BC and Oregon sit on the Pacific Ring of Fire. Hawaii IS volcanic — the islands literally wouldn't exist without volcanoes.
This creates risks. It also creates opportunities.
The Volcanic Landscape:
British Columbia:
- Multiple volcanic complexes (most dormant, not extinct)
- Mount Garibaldi, Mount Meager, Mount Edziza
- Cascade volcanoes extend into BC
- Last major eruption: ~2,400 years ago (Mount Meager)
- Geothermal potential: Significant, underdeveloped
Oregon:
- Part of the Cascade Volcanic Arc
- Mount Hood (most likely to erupt next), Crater Lake (caldera from ancient eruption), Newberry Volcano
- Geothermal: Already developed in some areas
- Risk: Real but manageable
Hawaii:
- Active volcanoes (Kilauea, Mauna Loa)
- Kilauea erupted as recently as 2018 (destroyed hundreds of homes)
- New land being created (literally)
- Geothermal: Huge potential, underutilized
- Risk: Ongoing, part of life
The Risk Management Question:
Volcanoes will erupt. Earthquakes will happen. This is non-negotiable.
A unified approach to volcanic risk:
- Monitoring networks across all three regions
- Shared expertise in volcanology, seismology
- Emergency response coordination
- Public education about living with volcanic risk
- Land use planning that respects hazard zones
Hawaii is experienced with eruptions. That knowledge could inform BC/Oregon preparedness.
The Geothermal Opportunity:
Heat from the Earth.

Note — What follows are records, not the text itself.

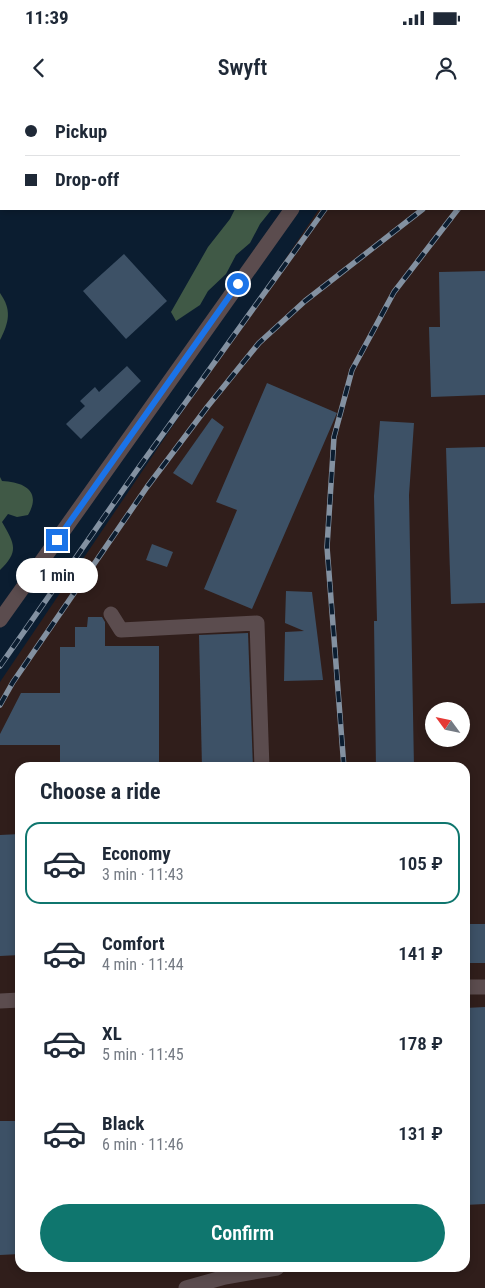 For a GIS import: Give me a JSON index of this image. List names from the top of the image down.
{
  "north": "top left",
  "page": {
    "status": "11:39",
    "header": "Swyft",
    "banner": ["Pickup", "Drop-off"],
    "bubble": "1 min",
    "heading": "Choose a ride",
    "list": [
      {
        "name": "Economy",
        "note": "3 min · 11:43",
        "value": "105 ₽"
      },
      {
        "name": "Comfort",
        "note": "4 min · 11:44",
        "value": "141 ₽"
      },
      {
        "name": "XL",
        "note": "5 min · 11:45",
        "value": "178 ₽"
      },
      {
        "name": "Black",
        "note": "6 min · 11:46",
        "value": "131 ₽"
      }
    ],
    "buttons": "Confirm"
  }
}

Available 24/7. Zero carbon emissions.
Current geothermal:
- Iceland: ~30% of electricity from geothermal
- BC: Minimal development despite potential
- Oregon: Some development, could expand
- Hawaii: Puna Geothermal (30 MW) — controversial history, significant potential
The opportunity:
- BC's hot springs indicate geothermal resources — undeveloped
- Oregon's Cascades have significant potential
- Hawaii could get substantial electricity from Kilauea region
The challenge:
- High upfront costs
- Drilling risk (dry wells are expensive)
- Cultural concerns (especially Hawaii — Pele considerations)

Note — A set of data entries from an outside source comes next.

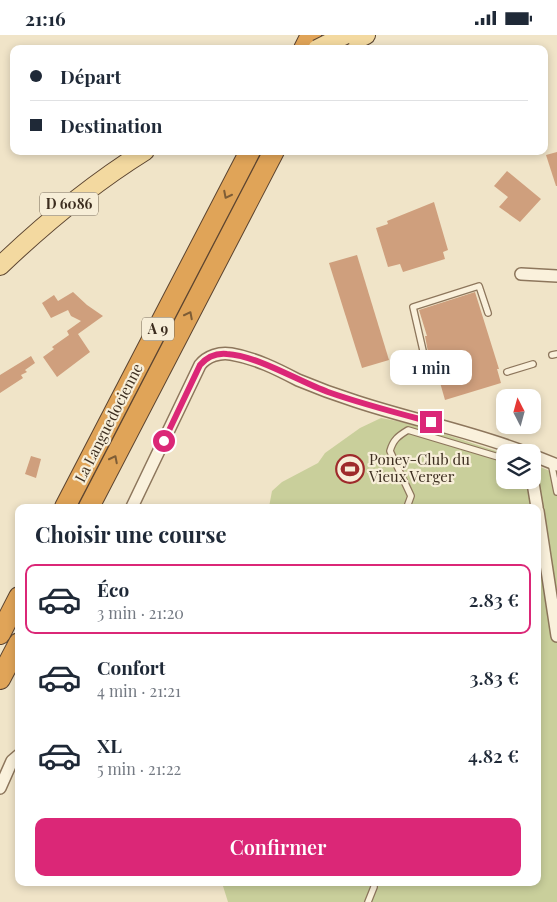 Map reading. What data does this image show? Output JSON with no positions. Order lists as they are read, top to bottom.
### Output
{
  "streets": {
    "highway": ["A 9", "La Languedocienne"],
    "main road": ["D 6086"]
  },
  "places": {
    "sports": ["Poney-Club du Vieux Verger"]
  },
  "north": "top",
  "page": {
    "status": "21:16",
    "banner": ["Départ", "Destination"],
    "bubble": "1 min",
    "heading": "Choisir une course",
    "list": [
      {
        "name": "Éco",
        "note": "3 min · 21:20",
        "value": "2.83 €"
      },
      {
        "name": "Confort",
        "note": "4 min · 21:21",
        "value": "3.83 €"
      },
      {
        "name": "XL",
        "note": "5 min · 21:22",
        "value": "4.82 €"
      }
    ],
    "buttons": "Confirmer"
  }
}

- Environmental concerns (water use, induced seismicity)
Research Collaboration:
Three volcanic regions = natural research corridor.
- Mauna Kea observatories (Hawaii) — world-class astronomy
- Pacific Geoscience Centre (BC) — earthquake/tsunami research
- USGS Cascades Volcano Observatory (Washington, but Oregon adjacent)
Unified research programs:
- Volcanic monitoring
- Geothermal development
- Earthquake early warning systems
- Tsunami preparedness
Discussion Questions:
- Should geothermal development be prioritized despite cultural/environmental concerns?
- How do we prepare for volcanic events across three different risk profiles?
- What's the right balance between exploiting geothermal resources and respecting sacred sites?
- Could the region become a global leader in volcanology?
- How do we talk about volcanic risk without either panicking or being complacent?